[The data]
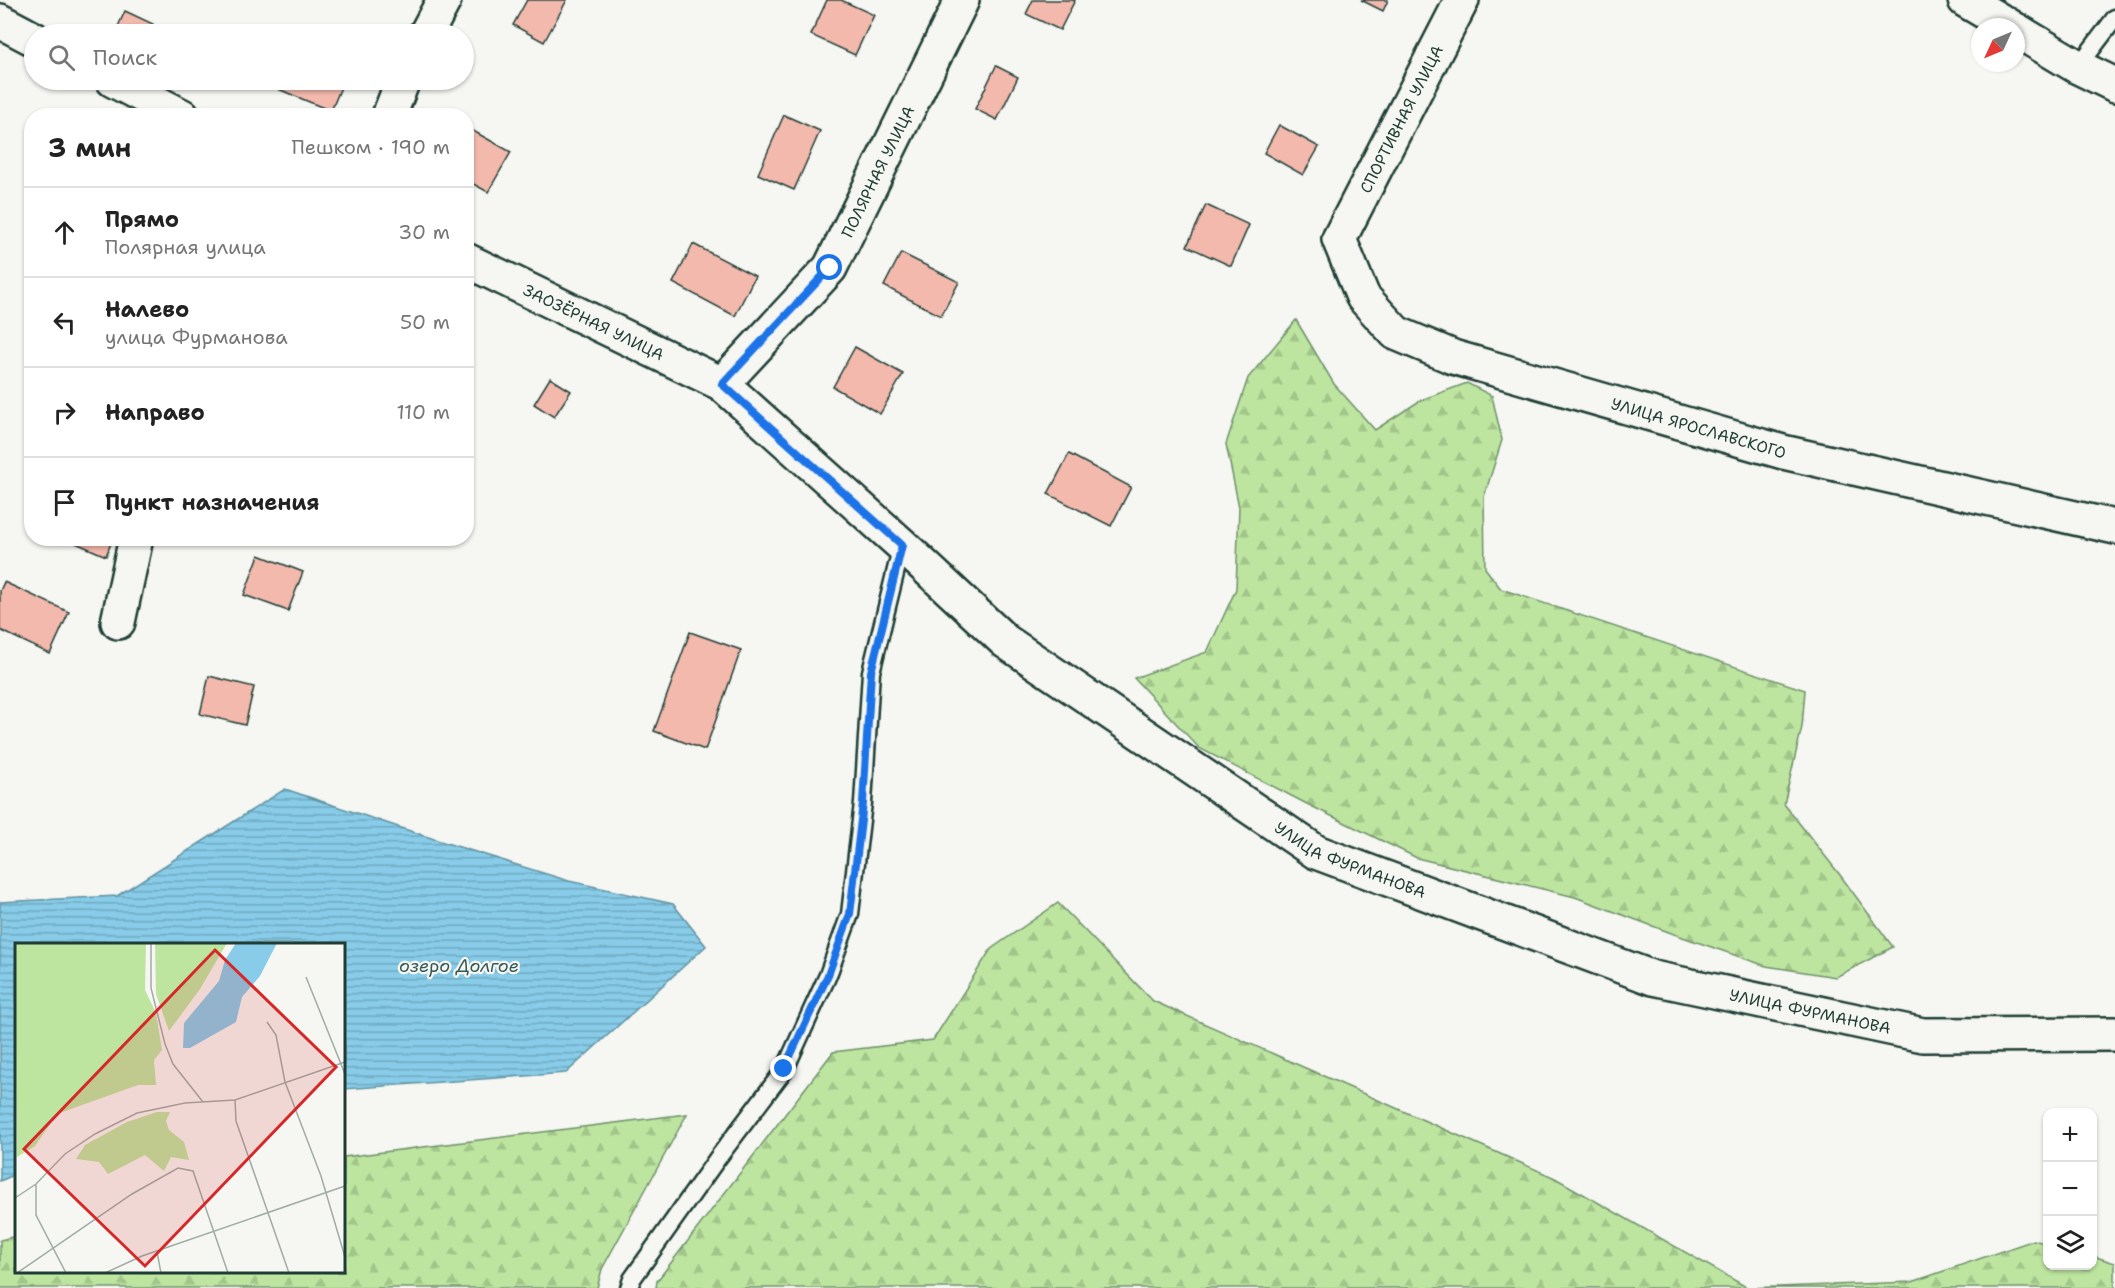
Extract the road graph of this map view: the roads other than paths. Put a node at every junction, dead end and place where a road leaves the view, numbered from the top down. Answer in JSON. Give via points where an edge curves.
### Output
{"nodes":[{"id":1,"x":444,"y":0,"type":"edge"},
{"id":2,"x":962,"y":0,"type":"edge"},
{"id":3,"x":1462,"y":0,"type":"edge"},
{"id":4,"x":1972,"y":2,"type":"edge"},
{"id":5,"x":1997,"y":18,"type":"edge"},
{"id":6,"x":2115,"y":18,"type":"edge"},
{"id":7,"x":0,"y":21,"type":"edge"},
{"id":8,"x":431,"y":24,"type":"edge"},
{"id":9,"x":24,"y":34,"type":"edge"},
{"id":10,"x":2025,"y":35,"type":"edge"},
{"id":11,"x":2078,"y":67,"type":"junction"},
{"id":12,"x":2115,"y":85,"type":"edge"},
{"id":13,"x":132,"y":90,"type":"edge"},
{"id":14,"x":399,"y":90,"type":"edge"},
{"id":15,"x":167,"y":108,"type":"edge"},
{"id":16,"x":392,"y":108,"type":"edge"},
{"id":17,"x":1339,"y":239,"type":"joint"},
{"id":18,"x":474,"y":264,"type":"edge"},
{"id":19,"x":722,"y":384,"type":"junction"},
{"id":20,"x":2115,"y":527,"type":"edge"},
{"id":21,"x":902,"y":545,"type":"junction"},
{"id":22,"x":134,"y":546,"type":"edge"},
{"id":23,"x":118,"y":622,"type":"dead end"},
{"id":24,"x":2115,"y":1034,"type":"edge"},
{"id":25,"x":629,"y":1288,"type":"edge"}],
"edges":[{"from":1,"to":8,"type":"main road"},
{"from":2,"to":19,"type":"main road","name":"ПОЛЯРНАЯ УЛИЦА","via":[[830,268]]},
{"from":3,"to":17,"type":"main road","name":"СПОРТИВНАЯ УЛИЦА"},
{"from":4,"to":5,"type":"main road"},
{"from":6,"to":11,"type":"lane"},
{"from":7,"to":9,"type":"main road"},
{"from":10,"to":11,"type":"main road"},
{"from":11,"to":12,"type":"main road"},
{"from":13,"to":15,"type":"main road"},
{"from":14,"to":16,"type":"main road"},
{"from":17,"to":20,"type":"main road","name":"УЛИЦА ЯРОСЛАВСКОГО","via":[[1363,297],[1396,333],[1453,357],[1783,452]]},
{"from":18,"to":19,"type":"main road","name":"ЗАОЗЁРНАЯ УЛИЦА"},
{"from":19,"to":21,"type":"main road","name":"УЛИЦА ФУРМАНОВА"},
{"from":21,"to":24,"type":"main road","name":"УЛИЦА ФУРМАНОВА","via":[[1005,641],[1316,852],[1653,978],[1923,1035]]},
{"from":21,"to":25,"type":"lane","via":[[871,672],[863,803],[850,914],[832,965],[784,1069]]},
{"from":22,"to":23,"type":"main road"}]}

...

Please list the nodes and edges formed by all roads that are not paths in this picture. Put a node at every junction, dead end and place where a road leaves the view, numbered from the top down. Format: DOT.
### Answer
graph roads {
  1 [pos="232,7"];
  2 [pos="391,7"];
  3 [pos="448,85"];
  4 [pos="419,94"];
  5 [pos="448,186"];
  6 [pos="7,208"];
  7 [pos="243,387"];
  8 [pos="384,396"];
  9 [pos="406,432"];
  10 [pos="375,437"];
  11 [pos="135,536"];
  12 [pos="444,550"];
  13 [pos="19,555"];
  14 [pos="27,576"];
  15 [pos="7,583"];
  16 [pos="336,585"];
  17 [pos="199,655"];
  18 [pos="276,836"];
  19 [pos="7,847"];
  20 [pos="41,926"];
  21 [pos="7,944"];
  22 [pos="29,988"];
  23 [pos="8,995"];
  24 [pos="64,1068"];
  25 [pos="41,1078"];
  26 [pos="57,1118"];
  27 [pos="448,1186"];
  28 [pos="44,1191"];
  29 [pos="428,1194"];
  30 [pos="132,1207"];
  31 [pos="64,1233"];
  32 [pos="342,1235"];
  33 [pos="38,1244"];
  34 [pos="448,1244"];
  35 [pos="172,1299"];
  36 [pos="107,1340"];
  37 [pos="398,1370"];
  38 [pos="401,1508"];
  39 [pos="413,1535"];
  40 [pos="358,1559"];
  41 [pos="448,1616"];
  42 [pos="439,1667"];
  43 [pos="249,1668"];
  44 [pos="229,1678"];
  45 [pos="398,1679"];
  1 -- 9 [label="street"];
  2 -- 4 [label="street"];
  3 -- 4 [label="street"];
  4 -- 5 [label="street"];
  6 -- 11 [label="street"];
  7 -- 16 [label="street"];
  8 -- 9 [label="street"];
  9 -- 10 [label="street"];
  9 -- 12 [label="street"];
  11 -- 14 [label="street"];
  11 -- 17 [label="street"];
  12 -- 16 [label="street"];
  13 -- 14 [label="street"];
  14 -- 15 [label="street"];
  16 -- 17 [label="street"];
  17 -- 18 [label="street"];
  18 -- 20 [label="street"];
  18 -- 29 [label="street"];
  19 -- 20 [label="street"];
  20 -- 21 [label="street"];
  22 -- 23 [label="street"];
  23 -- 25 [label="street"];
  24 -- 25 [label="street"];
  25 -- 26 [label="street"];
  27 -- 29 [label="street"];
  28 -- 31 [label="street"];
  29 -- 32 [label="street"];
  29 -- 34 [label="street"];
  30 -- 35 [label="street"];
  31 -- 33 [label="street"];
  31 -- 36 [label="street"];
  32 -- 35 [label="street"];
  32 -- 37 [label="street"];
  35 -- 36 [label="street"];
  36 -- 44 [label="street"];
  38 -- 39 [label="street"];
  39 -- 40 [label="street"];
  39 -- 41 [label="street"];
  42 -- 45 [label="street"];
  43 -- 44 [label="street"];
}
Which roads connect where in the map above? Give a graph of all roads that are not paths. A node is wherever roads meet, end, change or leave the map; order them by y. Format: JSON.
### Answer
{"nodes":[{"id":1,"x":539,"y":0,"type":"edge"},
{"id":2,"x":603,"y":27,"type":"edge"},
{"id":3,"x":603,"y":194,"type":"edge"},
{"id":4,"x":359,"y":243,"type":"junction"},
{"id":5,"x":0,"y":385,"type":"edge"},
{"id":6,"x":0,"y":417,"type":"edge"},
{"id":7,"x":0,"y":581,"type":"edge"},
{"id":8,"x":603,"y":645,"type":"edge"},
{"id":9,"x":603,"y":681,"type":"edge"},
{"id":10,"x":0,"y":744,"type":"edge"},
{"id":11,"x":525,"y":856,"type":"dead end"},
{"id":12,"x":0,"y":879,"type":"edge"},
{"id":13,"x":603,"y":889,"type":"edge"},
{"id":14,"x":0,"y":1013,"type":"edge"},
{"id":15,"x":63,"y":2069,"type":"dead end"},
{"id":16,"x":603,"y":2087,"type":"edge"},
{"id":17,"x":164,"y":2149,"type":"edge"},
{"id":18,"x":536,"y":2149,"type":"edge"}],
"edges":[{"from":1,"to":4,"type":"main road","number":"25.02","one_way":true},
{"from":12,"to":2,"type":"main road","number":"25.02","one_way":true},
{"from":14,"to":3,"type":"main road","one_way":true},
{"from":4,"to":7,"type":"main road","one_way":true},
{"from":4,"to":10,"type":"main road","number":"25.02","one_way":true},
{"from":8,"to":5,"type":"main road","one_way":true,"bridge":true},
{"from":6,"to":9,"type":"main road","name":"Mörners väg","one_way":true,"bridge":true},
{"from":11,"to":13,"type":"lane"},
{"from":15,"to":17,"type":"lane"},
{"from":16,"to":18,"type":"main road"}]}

[Problem description] Go through the listing above and return each line where the word "true" occurs.

[Expected answer]
"edges":[{"from":1,"to":4,"type":"main road","number":"25.02","one_way":true},
{"from":12,"to":2,"type":"main road","number":"25.02","one_way":true},
{"from":14,"to":3,"type":"main road","one_way":true},
{"from":4,"to":7,"type":"main road","one_way":true},
{"from":4,"to":10,"type":"main road","number":"25.02","one_way":true},
{"from":8,"to":5,"type":"main road","one_way":true,"bridge":true},
{"from":6,"to":9,"type":"main road","name":"Mörners väg","one_way":true,"bridge":true},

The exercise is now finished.